The City of Joburg’s Garden of Healing is a place where family and friends can go to remember their loved ones who have died in road accidents.
In November, transport member of the mayoral committee Rehana Moosajee officially opened the garden situated on the Metro City premises.
The launch was attended by families who had lost their loved ones as a result of car accidents. These include the families of pupils killed during a drag racing stint by convicted hip hop gospel star Molemo Jub Jub Maarohanye and his co-accused Themba Tshabalala.
All the families present were encouraged to inscribe small messages on white pebbles scattered around a symbolic tree in the garden.

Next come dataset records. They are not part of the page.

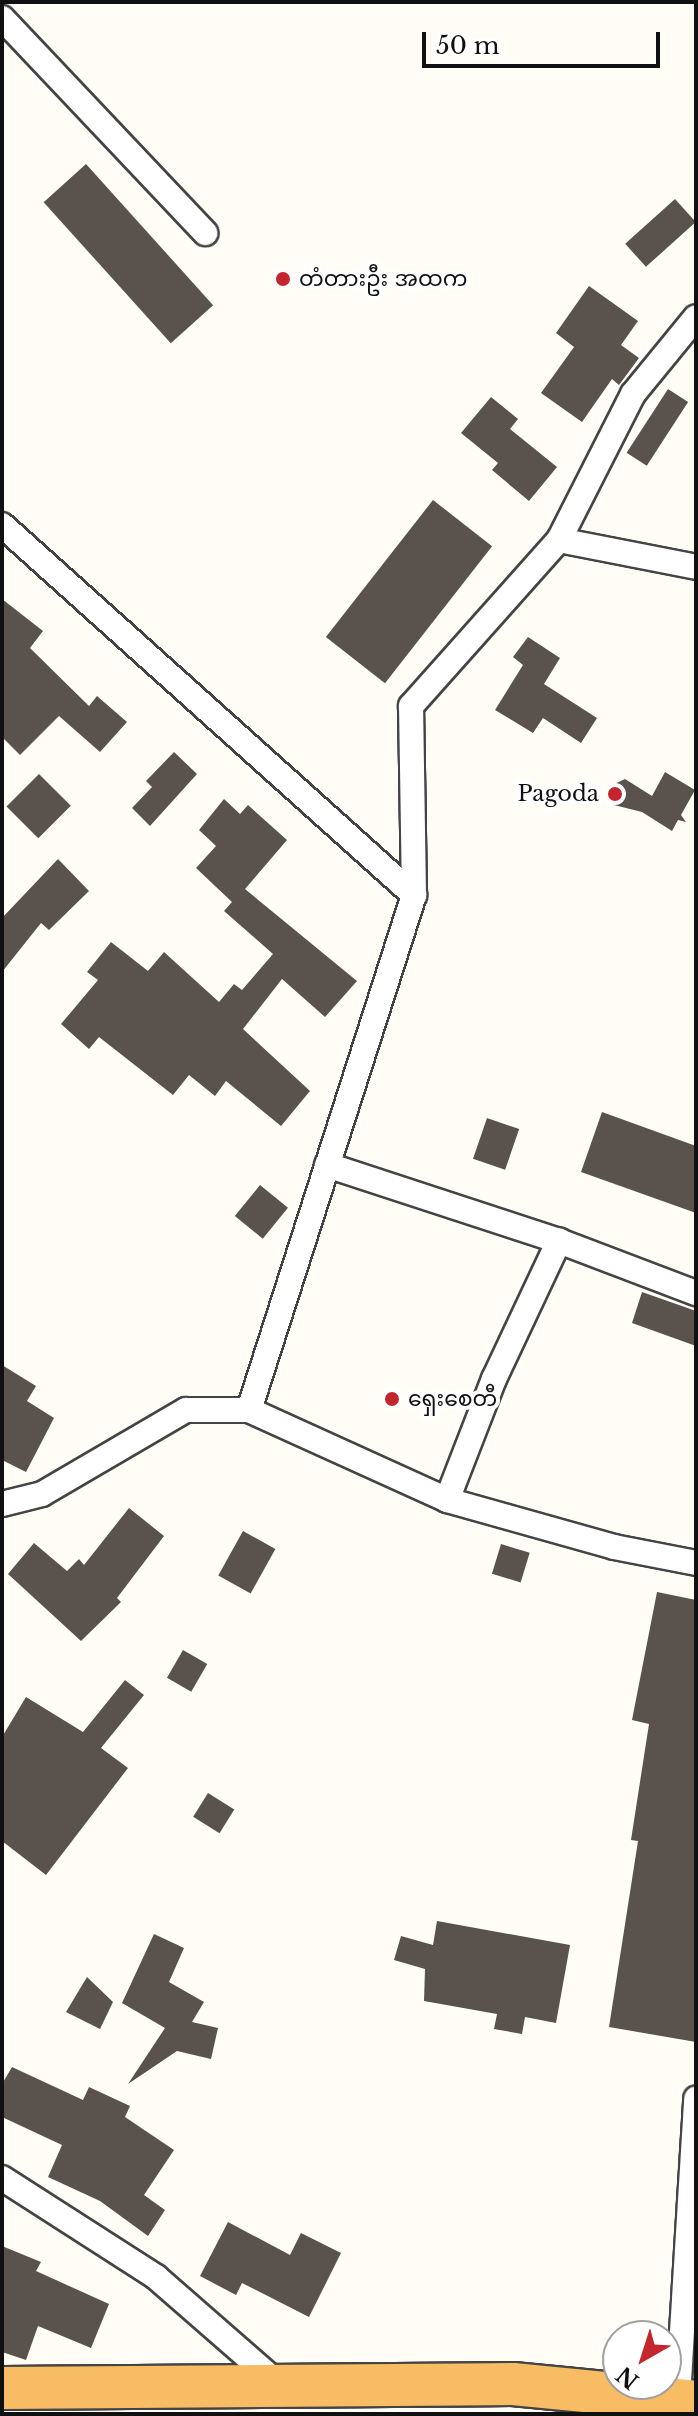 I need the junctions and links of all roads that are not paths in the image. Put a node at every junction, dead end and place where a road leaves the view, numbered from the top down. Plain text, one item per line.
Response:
1 (2, 18) edge
2 (205, 233) dead end
3 (696, 317) edge
4 (2, 525) edge
5 (559, 540) junction
6 (696, 567) edge
7 (414, 895) junction
8 (327, 1165) junction
9 (559, 1241) junction
10 (696, 1293) edge
11 (249, 1410) junction
12 (447, 1500) junction
13 (2, 1504) edge
14 (696, 1563) edge
15 (696, 2099) edge
16 (2, 2178) edge
17 (280, 2385) junction
18 (2, 2388) edge
19 (687, 2399) edge

1 - 2 street
3 - 5 street
4 - 7 street
5 - 6 street
5 - 7 street
7 - 8 street
8 - 9 street
8 - 11 street
9 - 10 street
9 - 12 street
11 - 12 street
11 - 13 street
12 - 14 street
15 - 19 street
16 - 17 street
17 - 18 highway
17 - 19 highway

Speaking to the Saturday Star this week, Moosajee said the problem with car crashes was that they were sudden and didn’t allow loved ones to find closure or prepare themselves.
She said a disheartening factor was that the public and the media often focused on statistics and never the implications of the accident for an individual or their families.
“We never know how the families feel when all is said and done, how they survive the trauma and shock, and how people can help,” she said.
She added that the garden was a mechanism that allowed many to grieve as they wished and to relate their own experiences.
The city said after the launch that it had received positive feedback, with most families saying visiting garden was a therapeutic process for them.
Moosajee said those who paid a visit were welcome to leave messages. She said only time would tell if the concept was something that Joburg residents loved.
“If they do indeed love this we will look at rolling it out to other areas in the city. This garden is not about its physical appearance, but is a way of telling those hurting that the city acknowledges their pain and that we are here for them,” she said.